Les chantiers restent néanmoins immenses , qu'il s'agisse de développer des normes de management des entreprises agricoles ainsi que des chartes de productions agricoles, de dégager des pratiques dans le domaine émergent et prometteur des biostimulants, de la valorisation de la biomasse d'origine agricole ou forestière, des spécifications de qualité pour plusieurs catégories d'aliments ou de la mise en place de normes de responsabilité sociale et environnementale spécifiques pour le secteur agricole et agroalimentaire.

Or, dans son rapport au ministre du commerce extérieur, Mme Claude Revel regrettait que tant la France que l'Union européenne ne soient pas assez « présentes et actives pour faire face aux menées concurrentielles importantes de certains États, au premier rang desquels les États-Unis et leurs alliés, et certains BRICS . » 44 ( * ) Notre pays, en s'appuyant sur ses alliés européens, ne doit donc pas se laisser imposer des normes mais doit au contraire davantage encore être une force d'impulsion pour mener une politique de normalisation favorable à notre culture de pays agricole et à l'excellence de notre production agroalimentaire.

Cette normalisation menée à l'ISO et au CEN doit en outre intervenir en concertation avec les autres initiatives qui concourent à définir des recommandations internationales en la matière. Il en va ainsi, notamment, du Codex Alimentarius 45 ( * ) et de l'Office international de la santé animale (OIE). 46 ( * )

Ces trois domaines de normalisation apparaissent stratégiques, mais d'autres, comme la transition énergétique notamment, doivent être également fortement investis par les acteurs français.

Recommandation n° 5 : Investir fortement les domaines les plus stratégiques de la normalisation, notamment les services, les nouvelles technologies de l'information et de la communication, l'agriculture et l'alimentation.


* 33 Intitulée : Une vision stratégique pour les normes européennes : aller de l'avant pour améliorer et accélérer la croissance durable de l'économie européenne à l'horizon 2020, COM(2011) 311 final.

* 34 Voir supra, pp. 25 et 29.

* 35 Rapport de la mission de réflexion sur la normalisation appliquée au secteur du bâtiment, CSCEE, 12 juillet 2016.

* 36 Développer une influence normative internationale stratégique pour la France , rapport remis le 28 décembre 2012.

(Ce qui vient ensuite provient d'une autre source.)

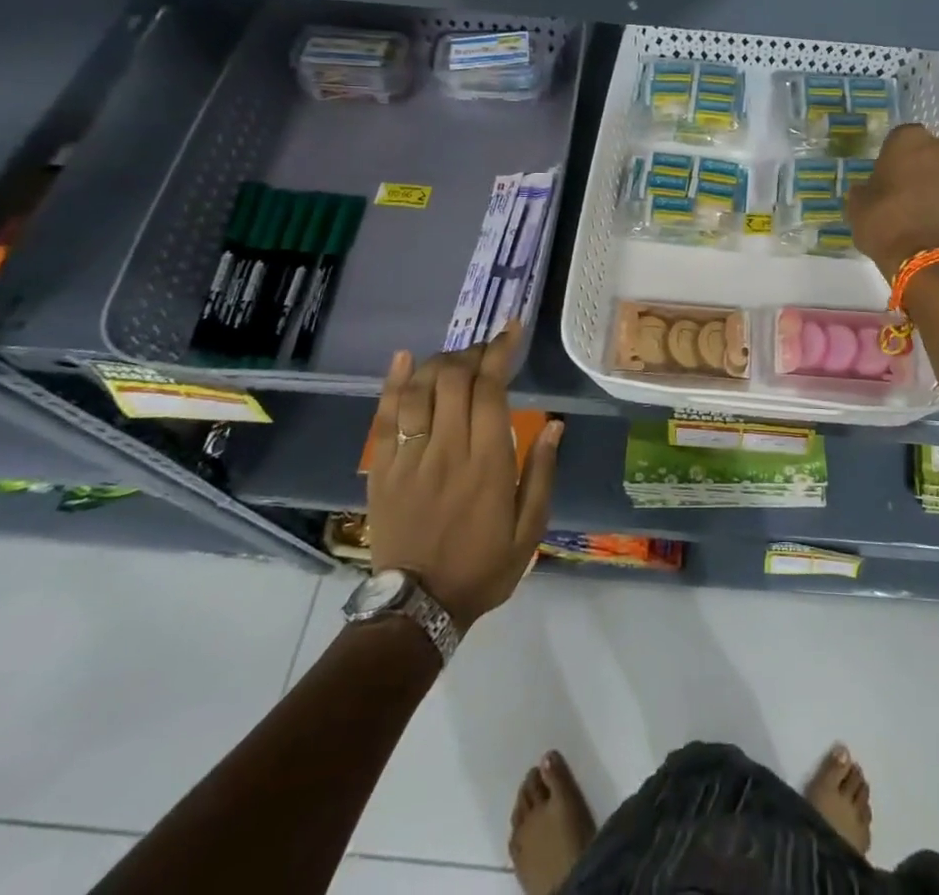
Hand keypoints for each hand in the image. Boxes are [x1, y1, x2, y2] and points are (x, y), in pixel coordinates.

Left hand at [364, 323, 561, 629]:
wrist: (418, 608)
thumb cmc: (483, 567)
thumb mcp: (530, 529)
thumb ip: (542, 473)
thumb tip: (556, 425)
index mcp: (488, 462)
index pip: (491, 389)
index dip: (500, 352)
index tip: (511, 330)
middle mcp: (447, 450)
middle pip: (454, 380)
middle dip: (472, 353)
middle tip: (486, 350)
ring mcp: (410, 458)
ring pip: (419, 390)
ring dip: (439, 362)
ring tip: (455, 358)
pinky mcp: (382, 469)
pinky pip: (383, 417)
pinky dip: (393, 383)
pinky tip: (404, 359)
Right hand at [846, 124, 938, 280]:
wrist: (924, 257)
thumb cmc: (884, 222)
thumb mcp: (857, 204)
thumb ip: (864, 188)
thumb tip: (869, 188)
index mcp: (908, 139)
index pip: (898, 137)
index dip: (890, 155)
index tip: (883, 172)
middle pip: (926, 149)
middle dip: (915, 163)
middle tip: (899, 185)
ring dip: (932, 179)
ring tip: (915, 203)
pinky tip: (928, 215)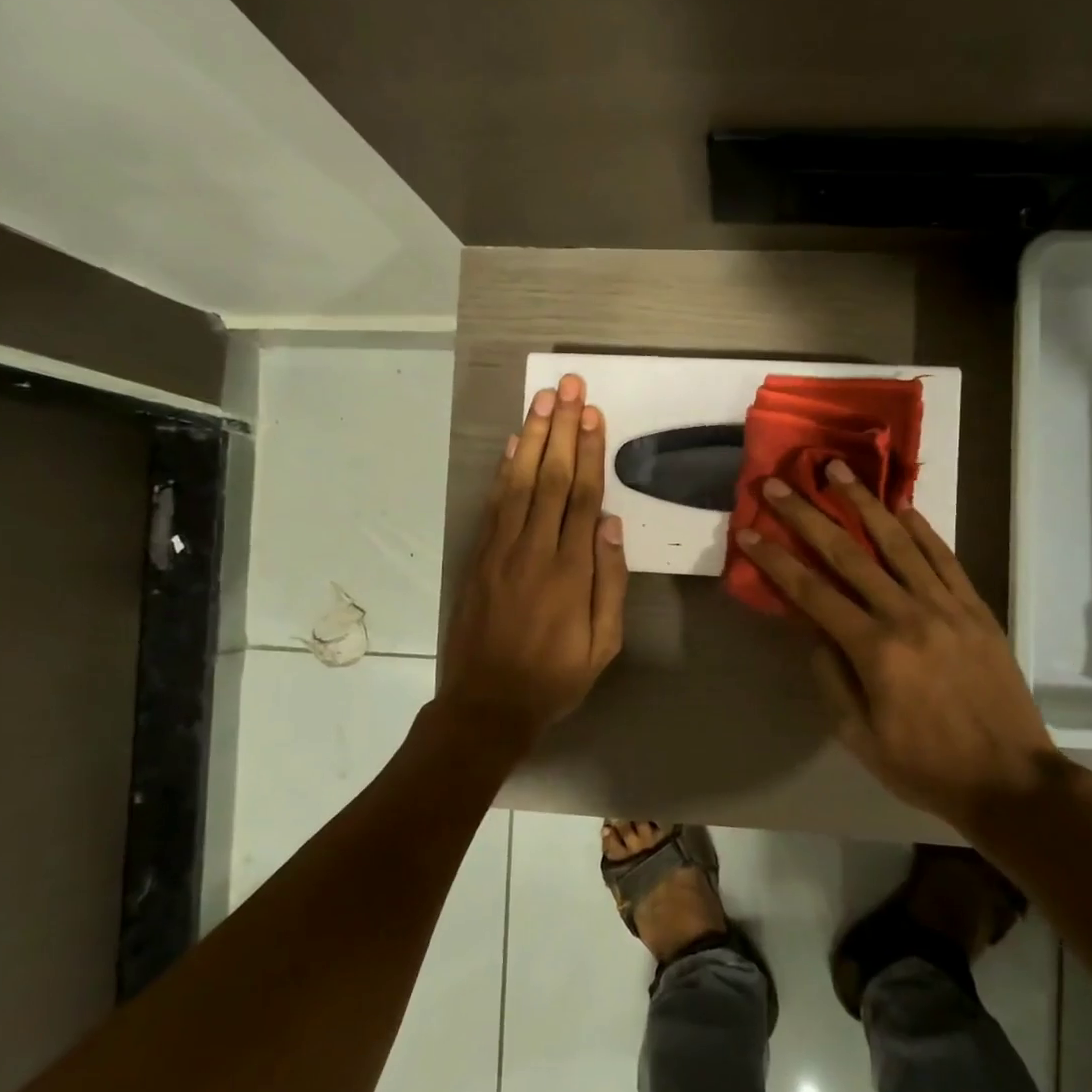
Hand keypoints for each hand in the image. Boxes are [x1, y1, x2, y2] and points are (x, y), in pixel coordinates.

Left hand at [439, 374, 628, 743]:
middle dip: (561, 429)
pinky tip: (513, 445)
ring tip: (542, 400)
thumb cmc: (555, 677)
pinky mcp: (479, 557)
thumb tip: (612, 524)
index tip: (592, 414)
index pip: (582, 497)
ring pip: (519, 482)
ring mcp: (501, 550)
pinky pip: (494, 504)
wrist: (486, 704)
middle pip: (550, 477)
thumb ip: (609, 582)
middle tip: (568, 387)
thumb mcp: (603, 643)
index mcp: (569, 570)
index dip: (588, 452)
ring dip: (531, 438)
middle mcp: (534, 549)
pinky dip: (503, 470)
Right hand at [736, 464, 1065, 826]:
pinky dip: (921, 529)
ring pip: (898, 542)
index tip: (749, 532)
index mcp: (874, 650)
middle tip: (780, 485)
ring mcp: (946, 606)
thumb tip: (813, 634)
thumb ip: (831, 680)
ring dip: (864, 504)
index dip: (776, 560)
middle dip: (807, 516)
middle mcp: (907, 615)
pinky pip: (944, 558)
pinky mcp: (975, 607)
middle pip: (848, 554)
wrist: (1012, 780)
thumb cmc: (926, 766)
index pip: (812, 592)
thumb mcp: (860, 738)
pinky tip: (902, 507)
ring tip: (838, 471)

* 37 Voir, en ce sens, la Stratégie de l'ISO 2016-2020 .

* 38 Voir infra, p. 68.

* 39 Rapport précité, p. 58.

* 40 Par exemple, en janvier 2015, la Commission a invité les trois organismes européens de normalisation à élaborer des normes européennes sur certains aspects de l'utilisation rationnelle des matériaux, à l'appui de la mise en oeuvre de la directive 2009/125/CE du 21 octobre 2009 établissant un cadre pour la fixation d'exigences en matière d'écoconception applicables aux produits liés à l'énergie. Cette demande n'a pas abouti en raison des rejets exprimés par le CEN et le Cenelec et de l'abstention de l'ETSI.

* 41 Par exemple, les normes ISO/TC 206, notamment ISO 30407 :2016 « Management des ressources humaines - Coût par recrutement », ISO 30408 :2016 « Management des ressources humaines - Lignes directrices sur la gouvernance humaine », ISO 30409 :2016 « Management des ressources humaines - Gestion prévisionnelle de la main d'oeuvre ».

* 42 C'est le cas de la norme ISO 26000:2010 « Lignes directrices relatives à la responsabilité sociétale ».

* 43 Composé des organisations syndicales (CGT, CFDT, CGT-FO, CFTC, CFE-CGC) et patronales (MEDEF, CGPME, UPA, UNAPL, FNSEA) représentatives au niveau national interprofessionnel, de l'État (ministère chargé du travail - DGT- et ministère chargé de l'agriculture-SAFSL-) et de la CNAMTS (direction des risques professionnels).

* 44 Rapport précité, pp. 54-55.

* 45 Créé en 1963 par l'Organisation mondiale de la santé (OMS) et l'Organisation des Nations-Unis pour l'agriculture et l'alimentation (FAO), le Codex Alimentarius définit des normes alimentaires, des lignes directrices et des codes d'usages internationaux.

* 46 L'Office international des épizooties a été créée en 1924 afin de combattre les maladies animales au niveau mondial. En mai 2003, il est devenu l'Organisation mondiale de la santé animale, tout en conservant son acronyme historique OIE.